Your answer should consist of every line in the records that holds "Saavedra".

Collected data entries:

══════════════════════════════

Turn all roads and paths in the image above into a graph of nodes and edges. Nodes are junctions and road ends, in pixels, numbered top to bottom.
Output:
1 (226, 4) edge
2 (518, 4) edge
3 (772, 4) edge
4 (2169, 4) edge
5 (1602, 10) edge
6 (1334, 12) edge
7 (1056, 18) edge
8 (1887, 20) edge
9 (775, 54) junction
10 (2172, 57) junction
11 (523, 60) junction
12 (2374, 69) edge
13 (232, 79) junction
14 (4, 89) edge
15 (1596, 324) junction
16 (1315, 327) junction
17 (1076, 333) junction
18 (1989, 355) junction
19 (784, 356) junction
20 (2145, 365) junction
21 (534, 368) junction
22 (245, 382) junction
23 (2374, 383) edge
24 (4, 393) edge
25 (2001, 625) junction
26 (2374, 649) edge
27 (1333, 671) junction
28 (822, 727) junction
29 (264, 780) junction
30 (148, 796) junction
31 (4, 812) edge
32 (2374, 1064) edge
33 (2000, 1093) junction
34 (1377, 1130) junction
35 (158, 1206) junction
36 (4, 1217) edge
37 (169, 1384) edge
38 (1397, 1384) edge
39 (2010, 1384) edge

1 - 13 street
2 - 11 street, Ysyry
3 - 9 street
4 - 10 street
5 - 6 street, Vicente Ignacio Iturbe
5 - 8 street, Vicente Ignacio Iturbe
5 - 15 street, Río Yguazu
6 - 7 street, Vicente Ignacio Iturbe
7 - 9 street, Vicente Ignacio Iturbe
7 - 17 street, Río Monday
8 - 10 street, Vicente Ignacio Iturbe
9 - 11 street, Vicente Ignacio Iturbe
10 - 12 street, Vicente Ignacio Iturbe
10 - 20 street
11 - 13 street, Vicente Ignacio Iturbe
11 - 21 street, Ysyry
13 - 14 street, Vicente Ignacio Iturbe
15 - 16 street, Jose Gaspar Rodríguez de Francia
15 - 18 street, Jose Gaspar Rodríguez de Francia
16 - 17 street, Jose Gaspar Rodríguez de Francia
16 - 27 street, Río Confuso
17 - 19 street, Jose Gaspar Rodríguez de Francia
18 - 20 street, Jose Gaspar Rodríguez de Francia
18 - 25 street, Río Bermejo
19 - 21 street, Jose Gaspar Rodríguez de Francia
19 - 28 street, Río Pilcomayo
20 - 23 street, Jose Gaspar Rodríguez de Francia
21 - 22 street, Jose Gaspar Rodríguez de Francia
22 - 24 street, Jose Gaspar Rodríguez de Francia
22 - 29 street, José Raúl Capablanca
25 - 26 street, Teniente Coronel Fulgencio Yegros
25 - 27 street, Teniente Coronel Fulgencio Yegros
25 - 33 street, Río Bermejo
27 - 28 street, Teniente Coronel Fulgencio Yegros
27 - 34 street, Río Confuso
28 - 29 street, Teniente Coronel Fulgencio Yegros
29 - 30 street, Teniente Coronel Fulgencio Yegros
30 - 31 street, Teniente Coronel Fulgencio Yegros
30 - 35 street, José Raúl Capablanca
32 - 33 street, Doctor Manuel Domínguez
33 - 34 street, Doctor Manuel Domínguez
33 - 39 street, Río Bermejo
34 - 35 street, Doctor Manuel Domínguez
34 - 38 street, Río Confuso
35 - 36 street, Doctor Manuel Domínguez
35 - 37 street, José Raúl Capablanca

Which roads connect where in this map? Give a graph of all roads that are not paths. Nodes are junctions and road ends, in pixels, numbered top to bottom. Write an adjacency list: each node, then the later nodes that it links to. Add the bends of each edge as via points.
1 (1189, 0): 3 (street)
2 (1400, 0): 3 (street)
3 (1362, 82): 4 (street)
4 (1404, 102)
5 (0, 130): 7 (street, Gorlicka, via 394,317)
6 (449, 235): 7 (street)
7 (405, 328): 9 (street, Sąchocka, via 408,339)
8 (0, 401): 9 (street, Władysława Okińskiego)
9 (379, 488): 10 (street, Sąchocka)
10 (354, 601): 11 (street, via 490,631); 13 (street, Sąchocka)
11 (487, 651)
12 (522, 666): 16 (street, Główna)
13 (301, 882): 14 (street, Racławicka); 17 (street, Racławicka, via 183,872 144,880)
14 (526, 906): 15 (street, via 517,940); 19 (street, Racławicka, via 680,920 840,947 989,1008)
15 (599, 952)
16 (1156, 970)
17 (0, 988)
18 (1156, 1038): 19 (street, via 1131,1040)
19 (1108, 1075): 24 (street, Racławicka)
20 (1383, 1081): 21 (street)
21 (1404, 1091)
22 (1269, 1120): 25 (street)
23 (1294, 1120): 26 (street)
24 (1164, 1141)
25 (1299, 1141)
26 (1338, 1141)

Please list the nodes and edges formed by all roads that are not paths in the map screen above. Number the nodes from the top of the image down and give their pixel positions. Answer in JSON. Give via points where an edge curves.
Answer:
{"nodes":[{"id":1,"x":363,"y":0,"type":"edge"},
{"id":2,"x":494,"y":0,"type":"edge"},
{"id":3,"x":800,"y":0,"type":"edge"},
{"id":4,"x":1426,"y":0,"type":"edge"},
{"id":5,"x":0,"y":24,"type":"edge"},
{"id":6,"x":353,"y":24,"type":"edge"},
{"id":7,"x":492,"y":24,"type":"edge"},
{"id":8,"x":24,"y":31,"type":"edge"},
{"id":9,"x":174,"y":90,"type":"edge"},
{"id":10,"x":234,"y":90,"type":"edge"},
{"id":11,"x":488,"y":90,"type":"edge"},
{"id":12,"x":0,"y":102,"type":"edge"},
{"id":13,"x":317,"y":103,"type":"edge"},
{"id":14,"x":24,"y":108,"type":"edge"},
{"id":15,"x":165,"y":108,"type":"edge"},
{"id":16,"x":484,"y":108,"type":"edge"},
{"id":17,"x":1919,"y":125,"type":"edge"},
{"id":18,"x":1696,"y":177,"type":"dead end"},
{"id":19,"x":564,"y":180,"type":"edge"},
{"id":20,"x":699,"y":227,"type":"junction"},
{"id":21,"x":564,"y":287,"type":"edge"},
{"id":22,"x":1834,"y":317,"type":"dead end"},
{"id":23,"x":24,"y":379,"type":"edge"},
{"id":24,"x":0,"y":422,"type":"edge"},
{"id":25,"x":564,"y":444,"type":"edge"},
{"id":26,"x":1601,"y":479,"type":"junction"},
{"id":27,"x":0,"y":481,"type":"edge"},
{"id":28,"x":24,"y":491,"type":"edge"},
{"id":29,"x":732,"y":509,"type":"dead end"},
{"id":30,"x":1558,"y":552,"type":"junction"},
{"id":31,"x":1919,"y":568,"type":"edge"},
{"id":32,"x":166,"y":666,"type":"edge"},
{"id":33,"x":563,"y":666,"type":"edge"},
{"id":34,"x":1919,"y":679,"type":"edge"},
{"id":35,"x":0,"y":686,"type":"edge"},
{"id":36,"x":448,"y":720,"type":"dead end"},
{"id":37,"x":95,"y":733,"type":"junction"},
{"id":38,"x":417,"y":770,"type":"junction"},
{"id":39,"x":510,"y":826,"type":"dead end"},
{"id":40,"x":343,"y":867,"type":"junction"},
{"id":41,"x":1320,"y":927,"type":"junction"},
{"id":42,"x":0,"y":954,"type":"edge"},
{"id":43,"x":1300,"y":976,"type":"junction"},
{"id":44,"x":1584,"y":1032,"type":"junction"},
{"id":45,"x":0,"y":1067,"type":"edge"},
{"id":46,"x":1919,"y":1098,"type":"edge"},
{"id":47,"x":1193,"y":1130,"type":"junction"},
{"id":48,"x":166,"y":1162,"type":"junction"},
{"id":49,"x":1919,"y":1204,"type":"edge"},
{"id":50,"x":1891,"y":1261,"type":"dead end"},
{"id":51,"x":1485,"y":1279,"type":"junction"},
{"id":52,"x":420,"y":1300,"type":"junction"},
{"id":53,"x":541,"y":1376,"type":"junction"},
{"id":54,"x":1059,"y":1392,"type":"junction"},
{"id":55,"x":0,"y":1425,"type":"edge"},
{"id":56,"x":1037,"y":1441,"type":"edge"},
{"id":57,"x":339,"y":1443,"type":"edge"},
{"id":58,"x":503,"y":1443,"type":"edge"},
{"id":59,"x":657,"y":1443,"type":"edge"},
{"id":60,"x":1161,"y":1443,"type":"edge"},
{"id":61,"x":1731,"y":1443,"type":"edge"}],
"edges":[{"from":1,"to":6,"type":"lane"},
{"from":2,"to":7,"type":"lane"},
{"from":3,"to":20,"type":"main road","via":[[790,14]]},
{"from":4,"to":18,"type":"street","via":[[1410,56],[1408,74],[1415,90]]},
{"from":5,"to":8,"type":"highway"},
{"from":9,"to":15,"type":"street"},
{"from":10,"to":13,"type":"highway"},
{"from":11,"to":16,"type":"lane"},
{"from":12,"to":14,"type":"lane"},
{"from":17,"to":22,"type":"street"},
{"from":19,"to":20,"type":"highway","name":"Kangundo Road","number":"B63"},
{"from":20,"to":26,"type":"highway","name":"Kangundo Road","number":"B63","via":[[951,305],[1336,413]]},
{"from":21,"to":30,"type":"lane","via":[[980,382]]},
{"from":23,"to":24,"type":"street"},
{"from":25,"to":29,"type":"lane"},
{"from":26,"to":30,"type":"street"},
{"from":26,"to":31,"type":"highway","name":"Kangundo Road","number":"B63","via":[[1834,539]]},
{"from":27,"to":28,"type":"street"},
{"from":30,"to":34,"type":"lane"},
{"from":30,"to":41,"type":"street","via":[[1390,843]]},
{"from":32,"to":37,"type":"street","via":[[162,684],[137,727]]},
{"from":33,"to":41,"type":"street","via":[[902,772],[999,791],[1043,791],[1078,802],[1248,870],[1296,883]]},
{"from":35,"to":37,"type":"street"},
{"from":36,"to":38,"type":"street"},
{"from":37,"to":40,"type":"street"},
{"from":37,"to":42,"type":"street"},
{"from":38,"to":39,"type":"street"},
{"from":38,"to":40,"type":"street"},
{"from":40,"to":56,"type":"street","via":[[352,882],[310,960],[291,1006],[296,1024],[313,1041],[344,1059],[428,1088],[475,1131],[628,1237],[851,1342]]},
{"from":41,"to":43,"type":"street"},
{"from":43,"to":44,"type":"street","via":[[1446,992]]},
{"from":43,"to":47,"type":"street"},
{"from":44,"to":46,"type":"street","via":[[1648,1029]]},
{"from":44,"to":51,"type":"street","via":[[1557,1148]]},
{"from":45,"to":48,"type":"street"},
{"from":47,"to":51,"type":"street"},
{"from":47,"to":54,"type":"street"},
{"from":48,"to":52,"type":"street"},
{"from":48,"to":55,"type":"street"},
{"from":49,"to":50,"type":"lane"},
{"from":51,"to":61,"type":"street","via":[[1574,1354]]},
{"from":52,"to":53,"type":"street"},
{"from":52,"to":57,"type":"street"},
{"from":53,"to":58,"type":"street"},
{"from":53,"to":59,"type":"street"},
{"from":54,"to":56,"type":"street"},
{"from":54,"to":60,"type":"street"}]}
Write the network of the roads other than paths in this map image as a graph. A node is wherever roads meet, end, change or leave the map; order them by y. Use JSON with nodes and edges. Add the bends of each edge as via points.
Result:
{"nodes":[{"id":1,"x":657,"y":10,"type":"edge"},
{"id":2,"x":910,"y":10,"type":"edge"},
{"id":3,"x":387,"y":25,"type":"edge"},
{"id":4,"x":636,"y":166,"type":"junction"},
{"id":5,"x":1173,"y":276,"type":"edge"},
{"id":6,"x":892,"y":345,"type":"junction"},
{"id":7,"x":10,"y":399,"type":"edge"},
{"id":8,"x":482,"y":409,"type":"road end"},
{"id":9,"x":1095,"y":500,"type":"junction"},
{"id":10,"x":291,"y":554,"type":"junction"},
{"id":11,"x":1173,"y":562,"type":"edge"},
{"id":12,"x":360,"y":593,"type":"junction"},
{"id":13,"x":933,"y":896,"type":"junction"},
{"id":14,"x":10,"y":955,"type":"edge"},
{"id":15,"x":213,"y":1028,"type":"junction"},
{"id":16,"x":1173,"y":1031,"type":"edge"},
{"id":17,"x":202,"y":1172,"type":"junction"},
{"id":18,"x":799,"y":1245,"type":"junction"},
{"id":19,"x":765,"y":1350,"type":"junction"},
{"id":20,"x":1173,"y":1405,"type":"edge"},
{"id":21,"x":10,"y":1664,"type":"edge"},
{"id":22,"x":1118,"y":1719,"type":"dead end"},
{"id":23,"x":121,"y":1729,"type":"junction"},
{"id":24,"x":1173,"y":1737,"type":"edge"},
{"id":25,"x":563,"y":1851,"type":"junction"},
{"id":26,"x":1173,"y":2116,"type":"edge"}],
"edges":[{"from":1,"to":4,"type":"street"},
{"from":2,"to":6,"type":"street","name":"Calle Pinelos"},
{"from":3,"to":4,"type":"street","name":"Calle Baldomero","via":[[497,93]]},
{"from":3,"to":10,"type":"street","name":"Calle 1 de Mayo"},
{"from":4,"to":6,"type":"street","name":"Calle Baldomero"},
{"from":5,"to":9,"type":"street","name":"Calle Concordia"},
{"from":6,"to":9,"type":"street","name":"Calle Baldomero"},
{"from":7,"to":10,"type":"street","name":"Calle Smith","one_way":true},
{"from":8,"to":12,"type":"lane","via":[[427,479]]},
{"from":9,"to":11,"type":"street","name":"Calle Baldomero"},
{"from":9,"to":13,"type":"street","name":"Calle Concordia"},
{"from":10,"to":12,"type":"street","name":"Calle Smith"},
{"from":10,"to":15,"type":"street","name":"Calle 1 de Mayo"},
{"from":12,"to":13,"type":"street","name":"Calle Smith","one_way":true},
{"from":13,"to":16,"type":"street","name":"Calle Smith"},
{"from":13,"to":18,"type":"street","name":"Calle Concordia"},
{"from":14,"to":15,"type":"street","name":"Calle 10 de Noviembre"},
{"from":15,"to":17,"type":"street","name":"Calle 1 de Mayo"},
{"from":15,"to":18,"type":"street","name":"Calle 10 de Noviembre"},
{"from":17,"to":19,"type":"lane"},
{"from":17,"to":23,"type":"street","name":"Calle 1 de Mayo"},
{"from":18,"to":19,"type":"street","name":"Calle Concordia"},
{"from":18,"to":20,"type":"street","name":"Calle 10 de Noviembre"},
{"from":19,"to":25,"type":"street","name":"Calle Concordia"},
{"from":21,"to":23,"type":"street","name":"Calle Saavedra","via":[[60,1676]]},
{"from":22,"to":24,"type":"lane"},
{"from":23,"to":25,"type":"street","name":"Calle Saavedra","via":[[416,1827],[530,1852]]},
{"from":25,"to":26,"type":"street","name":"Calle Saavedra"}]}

══════════════════════════════

• **Response**:
{"from":21,"to":23,"type":"street","name":"Calle Saavedra","via":[[60,1676]]},
{"from":23,"to":25,"type":"street","name":"Calle Saavedra","via":[[416,1827],[530,1852]]},
{"from":25,"to":26,"type":"street","name":"Calle Saavedra"}]}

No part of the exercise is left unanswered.